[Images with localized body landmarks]
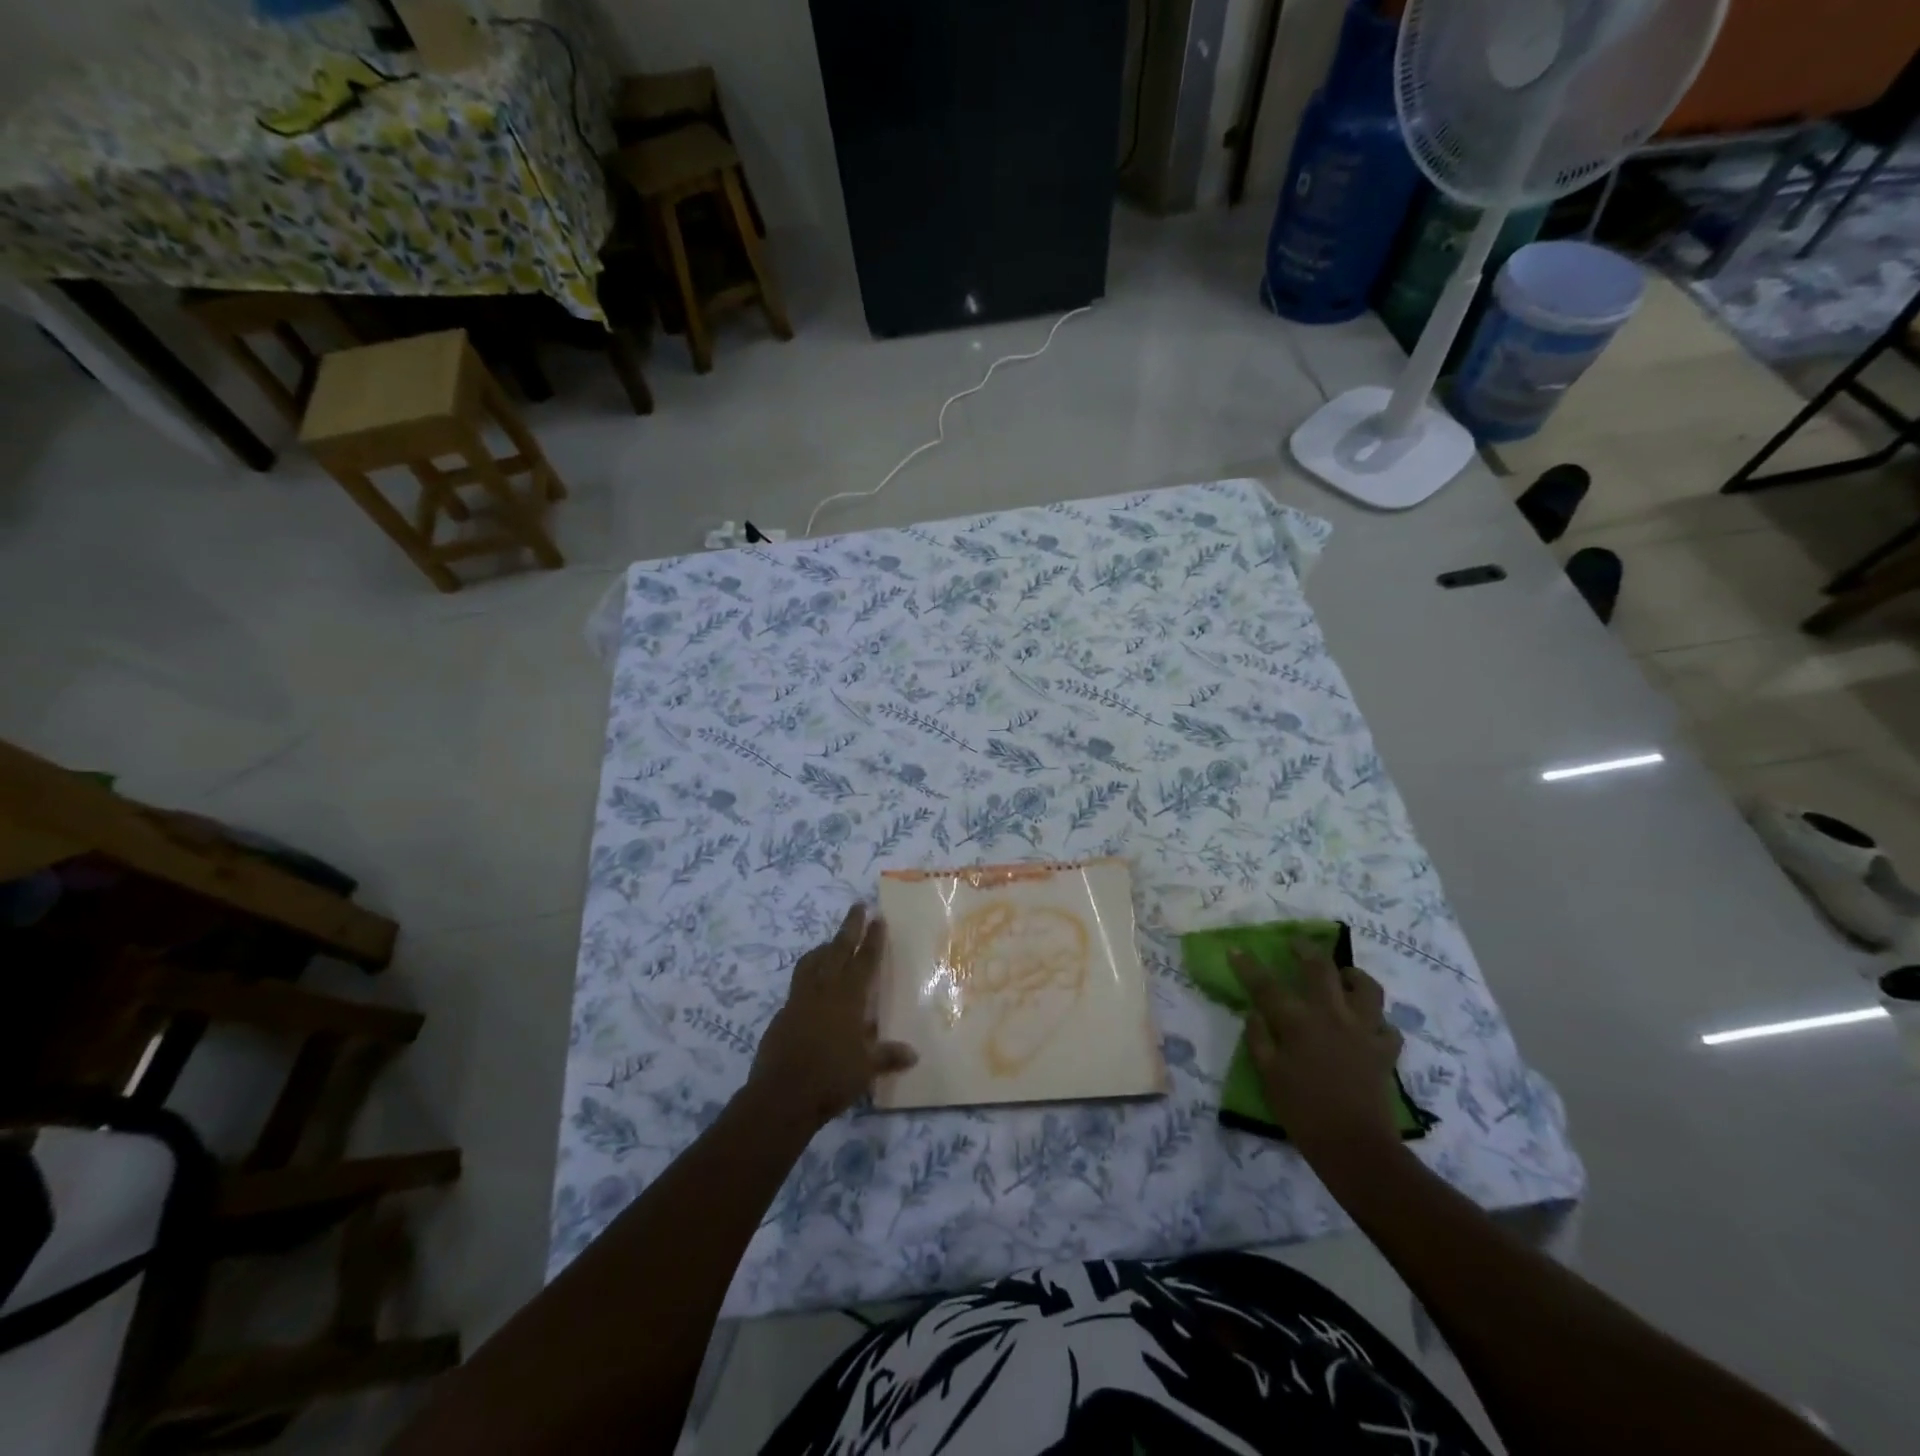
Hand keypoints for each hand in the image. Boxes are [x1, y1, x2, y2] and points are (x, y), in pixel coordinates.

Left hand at [748, 903, 916, 1130]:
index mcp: (848, 998)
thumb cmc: (831, 1078)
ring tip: (830, 942)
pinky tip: (812, 987)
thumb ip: (888, 1056)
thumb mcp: (866, 1068)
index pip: (864, 961)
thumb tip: (913, 1054)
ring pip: (812, 962)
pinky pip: (798, 984)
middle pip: (837, 950)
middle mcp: (824, 991)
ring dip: (823, 948)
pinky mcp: (783, 1014)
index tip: (878, 918)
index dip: (873, 939)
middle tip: (857, 906)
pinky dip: (808, 975)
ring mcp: (799, 1000)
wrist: (781, 1095)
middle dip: (849, 927)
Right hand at [1231, 938, 1404, 1163]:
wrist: (1354, 1147)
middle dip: (1305, 949)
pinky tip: (1368, 1025)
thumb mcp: (1268, 1076)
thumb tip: (1254, 1012)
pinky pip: (1387, 1026)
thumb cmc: (1303, 1112)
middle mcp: (1332, 1016)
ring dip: (1353, 976)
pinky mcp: (1385, 1050)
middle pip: (1320, 969)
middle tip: (1296, 943)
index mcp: (1297, 1022)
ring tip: (1344, 976)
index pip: (1266, 985)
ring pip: (1366, 988)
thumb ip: (1259, 1039)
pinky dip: (1377, 1021)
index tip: (1236, 949)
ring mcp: (1363, 1030)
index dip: (1248, 965)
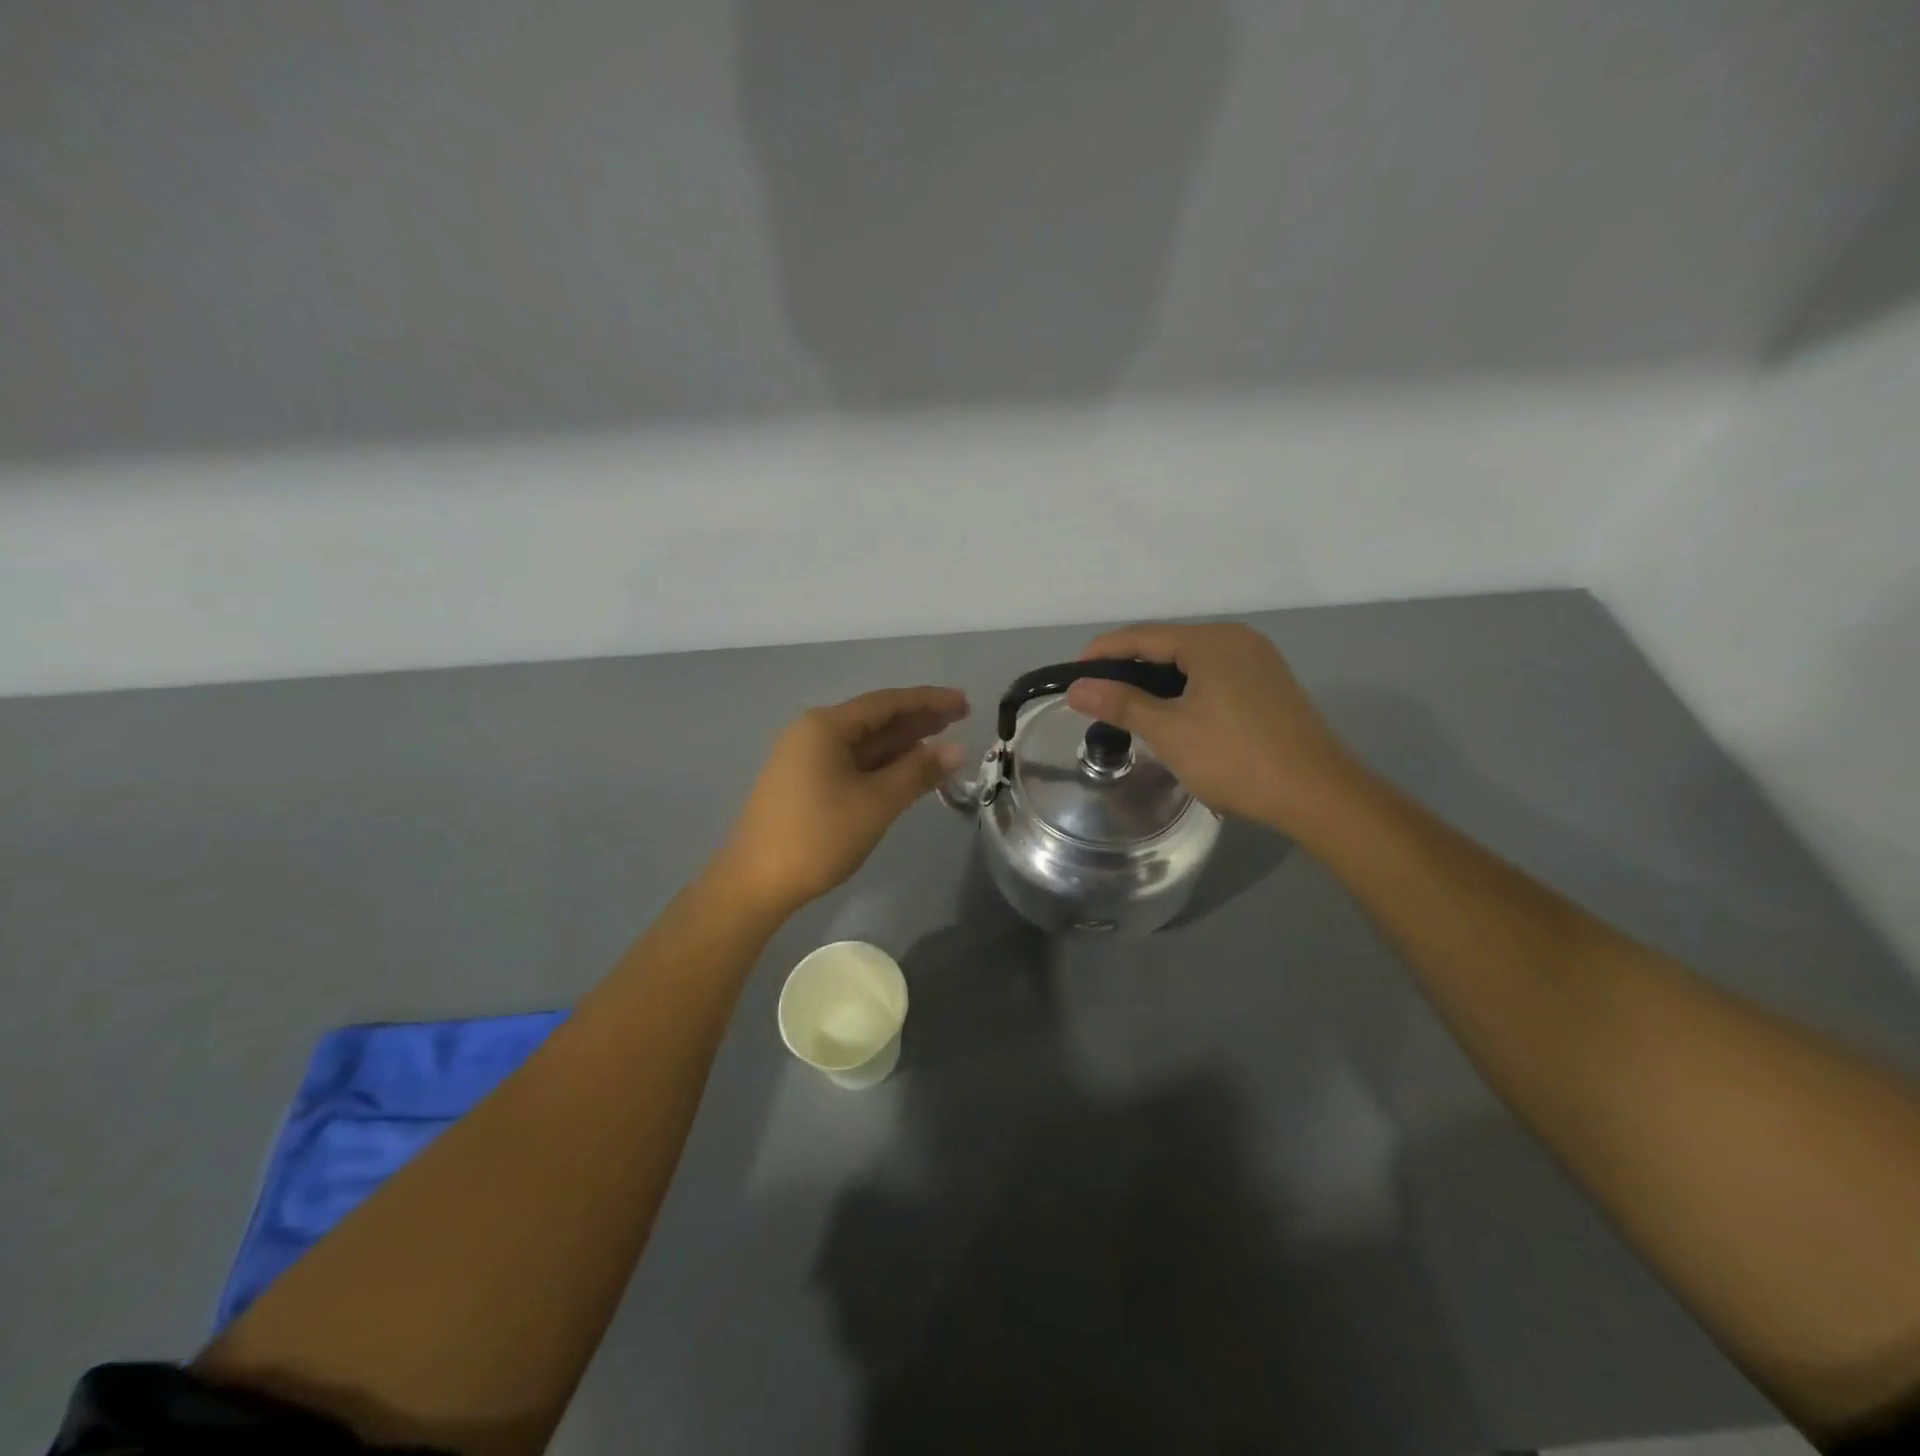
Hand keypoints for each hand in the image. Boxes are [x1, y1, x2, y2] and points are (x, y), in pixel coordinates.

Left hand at [717, 686, 968, 915]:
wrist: (755, 883)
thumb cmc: (818, 837)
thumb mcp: (876, 803)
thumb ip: (918, 772)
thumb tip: (958, 749)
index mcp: (825, 726)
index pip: (887, 703)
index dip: (929, 701)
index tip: (965, 703)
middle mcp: (813, 733)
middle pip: (874, 719)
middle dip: (918, 719)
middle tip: (961, 719)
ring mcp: (806, 759)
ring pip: (864, 743)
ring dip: (902, 742)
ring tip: (943, 741)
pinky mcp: (805, 783)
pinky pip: (852, 762)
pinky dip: (882, 763)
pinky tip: (906, 769)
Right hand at [1064, 622, 1354, 831]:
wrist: (1317, 795)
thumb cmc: (1236, 759)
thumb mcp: (1169, 732)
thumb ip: (1121, 703)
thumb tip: (1076, 688)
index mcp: (1211, 641)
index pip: (1142, 635)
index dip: (1103, 652)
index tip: (1073, 676)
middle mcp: (1236, 639)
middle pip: (1167, 645)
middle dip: (1128, 668)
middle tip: (1097, 698)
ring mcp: (1258, 661)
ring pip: (1191, 663)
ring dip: (1156, 682)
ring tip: (1128, 710)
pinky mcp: (1269, 685)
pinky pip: (1213, 676)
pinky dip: (1184, 690)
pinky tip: (1173, 716)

Aim of the task:
The expected output is every entry, retyped exactly, with all pictures removed.

Your response:
Hand keypoints for each hand in the image. Boxes are [x1, y1, x2, y2] and points are (x, y), in pixel coordinates.

Left hand at [748, 903, 916, 1130]:
index mcp: (848, 998)
thumb cmc: (831, 1078)
ring tip: (830, 942)
pinky tip: (812, 987)
thumb ip: (888, 1056)
thumb mcp: (866, 1068)
index pip: (864, 961)
thumb tip: (913, 1054)
ring pip: (812, 962)
pinky pip: (798, 984)
middle pip: (837, 950)
middle mcp: (824, 991)
ring dip: (823, 948)
pinky mcp: (783, 1014)
index tip: (878, 918)
index dip: (873, 939)
middle tip: (857, 906)
pinky dip: (808, 975)
ring mcp: (799, 1000)
wrist: (781, 1095)
middle dip: (849, 927)
Right hand at [1231, 938, 1404, 1163]:
wrist: (1354, 1147)
middle dip: (1305, 949)
pinky tip: (1368, 1025)
thumb mcp: (1268, 1076)
thumb tip: (1254, 1012)
pinky pip: (1387, 1026)
thumb cmc: (1303, 1112)
middle mcp: (1332, 1016)
ring dip: (1353, 976)
pinky mcp: (1385, 1050)
middle pip: (1320, 969)
middle tip: (1296, 943)
index mcp: (1297, 1022)
ring tip: (1344, 976)
index pip: (1266, 985)
ring pip: (1366, 988)
thumb ip: (1259, 1039)
pinky dip: (1377, 1021)
index tip: (1236, 949)
ring mcp: (1363, 1030)
index dip: (1248, 965)
Hand keypoints for each hand in the image. Boxes are [x1, y1, x2, y2] and points are (x, y), in pixel coordinates.

Left hand at [717, 686, 968, 915]:
wrist: (755, 883)
thumb cmc: (818, 837)
thumb mcp: (876, 803)
thumb ip: (918, 772)
thumb tip: (958, 749)
index mcp: (825, 726)
index pip: (887, 703)
index dip: (929, 701)
index tip: (965, 703)
middle mcp: (813, 733)
middle pip: (874, 719)
middle dip: (918, 719)
middle tip: (961, 719)
ring mcp: (806, 759)
ring pip: (864, 743)
ring dip: (902, 742)
ring tip: (943, 741)
pinky mcp: (805, 783)
pinky pip: (852, 762)
pinky dip: (882, 763)
pinky tip: (906, 769)
Right hand at [1064, 622, 1354, 831]:
wrist: (1317, 795)
thumb cmc: (1236, 759)
thumb mcp: (1169, 732)
thumb ip: (1121, 703)
thumb tip: (1076, 688)
index mcp: (1211, 641)
index pip: (1142, 635)
index dip: (1103, 652)
index tip: (1073, 676)
middle mcp: (1236, 639)
middle pip: (1167, 645)
middle dip: (1128, 668)
middle tip: (1097, 698)
ring mcp: (1258, 661)
ring pip: (1191, 663)
ring dip: (1156, 682)
ring tip: (1128, 710)
pinky mcp: (1269, 685)
pinky pip: (1213, 676)
pinky dip: (1184, 690)
pinky tip: (1173, 716)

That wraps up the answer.